▶ _Directions for this task_
Copy, from the entries below, each line where the word "Dean" can be found.

━━━━━━━━━━

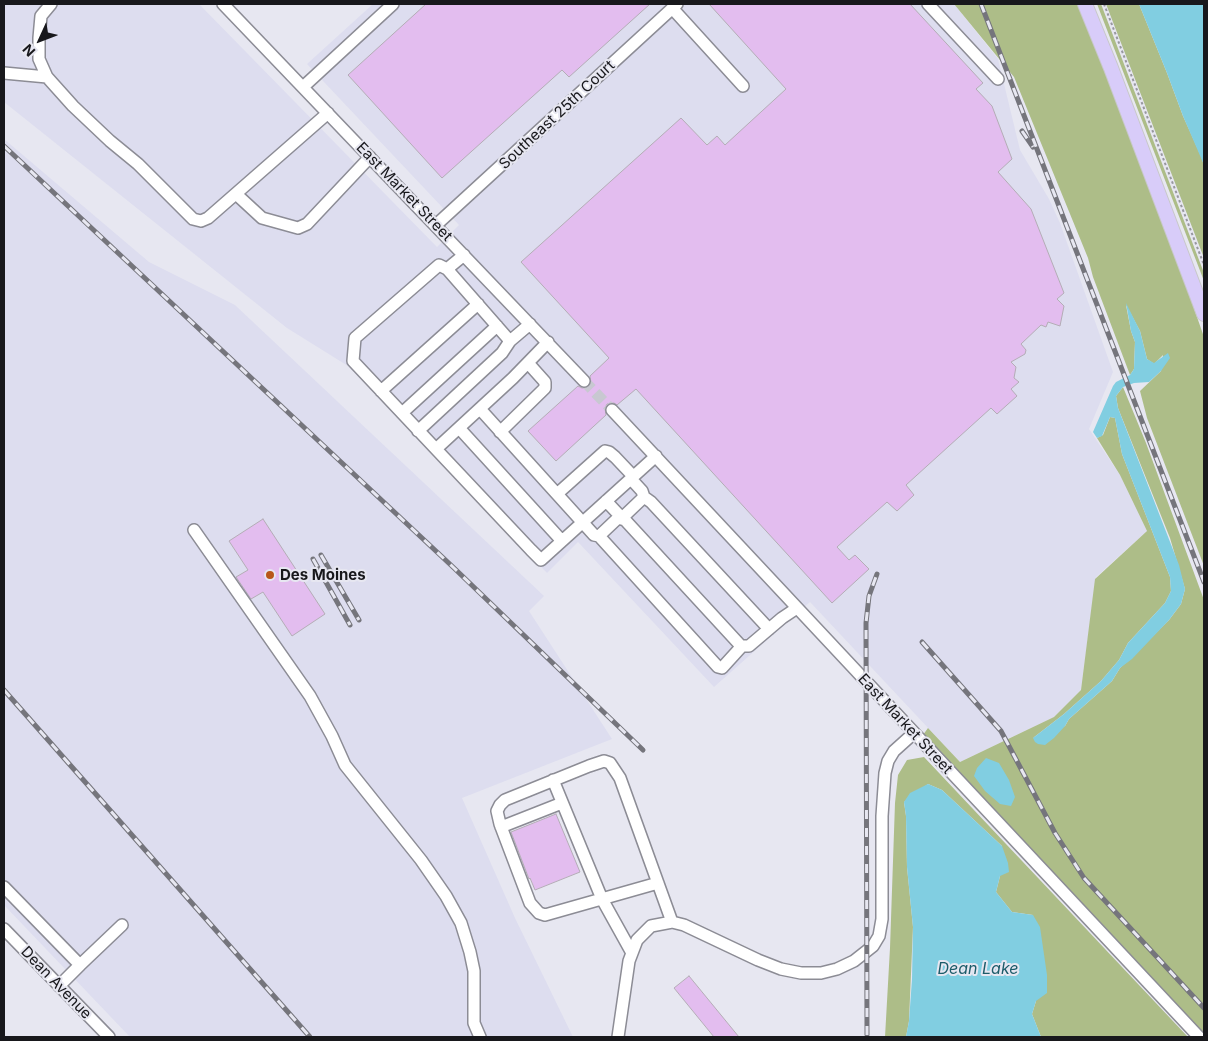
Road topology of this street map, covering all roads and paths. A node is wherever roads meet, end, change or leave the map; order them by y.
1 (51, 4) edge
2 (222, 4) edge
3 (393, 4) edge
4 (928, 4) edge
5 (1085, 4) edge
6 (1104, 4) edge
7 (675, 6) edge
8 (4, 73) edge
9 (47, 77) junction
10 (998, 79) dead end
11 (743, 86) dead end
12 (302, 87) junction
13 (328, 113) junction
14 (370, 157) junction
15 (236, 194) junction
16 (436, 225) junction
17 (464, 254) junction
18 (1204, 265) edge
19 (447, 270) junction
20 (478, 304) junction
21 (1204, 314) edge
22 (530, 324) junction
23 (497, 326) junction
24 (510, 341) junction
25 (548, 342) junction
26 (528, 363) junction
27 (584, 381) tunnel mouth
28 (381, 391) junction
29 (480, 409) junction
30 (612, 410) tunnel mouth
31 (402, 413) junction
32 (459, 428) junction
33 (418, 431) junction
34 (500, 432) junction
35 (436, 449) junction
36 (656, 456) junction
37 (632, 477) junction
38 (557, 494) junction
39 (644, 497) junction
40 (606, 501) junction
41 (622, 518) junction
42 (582, 523) junction
43 (194, 530) dead end
44 (599, 536) junction
45 (562, 541) junction
46 (798, 608) junction
47 (768, 629) junction
48 (742, 646) junction
49 (914, 733) junction
50 (552, 780) junction
51 (562, 803) junction
52 (501, 827) junction
53 (658, 883) junction
54 (4, 887) edge
55 (602, 899) junction
56 (672, 922) junction
57 (122, 924) dead end
58 (4, 929) edge
59 (632, 953) junction
60 (80, 965) junction
61 (59, 986) junction
62 (109, 1037) edge
63 (480, 1037) edge
64 (618, 1037) edge
65 (1199, 1037) edge

1 - 9 street
2 - 12 street, East Market Street
3 - 12 street
4 - 10 street
5 - 21 main road
6 - 18 path
7 - 11 street
7 - 16 street, Southeast 25th Court
8 - 9 street
9 - 15 street
12 - 13 street, East Market Street
13 - 14 street, East Market Street
13 - 15 street
14 - 15 street
14 - 16 street, East Market Street
16 - 17 street, East Market Street
17 - 19 street
17 - 22 street, East Market Street
19 - 20 street
19 - 28 street
20 - 23 street
20 - 28 street
22 - 24 street
22 - 25 street, East Market Street
23 - 24 street
23 - 31 street
24 - 33 street
25 - 26 street
25 - 27 street, East Market Street
26 - 29 street
26 - 34 street
28 - 31 street
29 - 32 street
29 - 34 street
30 - 36 street, East Market Street
31 - 33 street
32 - 35 street
32 - 45 street
33 - 35 street
34 - 38 street
35 - 45 street
36 - 37 street
36 - 46 street, East Market Street
37 - 38 street
37 - 39 street
37 - 40 street
38 - 42 street
39 - 41 street
39 - 47 street
40 - 41 street
40 - 42 street
41 - 44 street
41 - 48 street
42 - 44 street
42 - 45 street
43 - 63 street
44 - 48 street
46 - 47 street
46 - 49 street, East Market Street
47 - 48 street
49 - 56 street
49 - 65 street, East Market Street
50 - 51 street
50 - 52 street
50 - 53 street
51 - 52 street
51 - 55 street
52 - 55 street
53 - 55 street
53 - 56 street
54 - 60 street
55 - 59 street
56 - 59 street
57 - 60 street
58 - 61 street, Dean Avenue
59 - 64 street
60 - 61 street
61 - 62 street, Dean Avenue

━━━━━━━━━━

▶ _Response to this exercise_
58 - 61 street, Dean Avenue
61 - 62 street, Dean Avenue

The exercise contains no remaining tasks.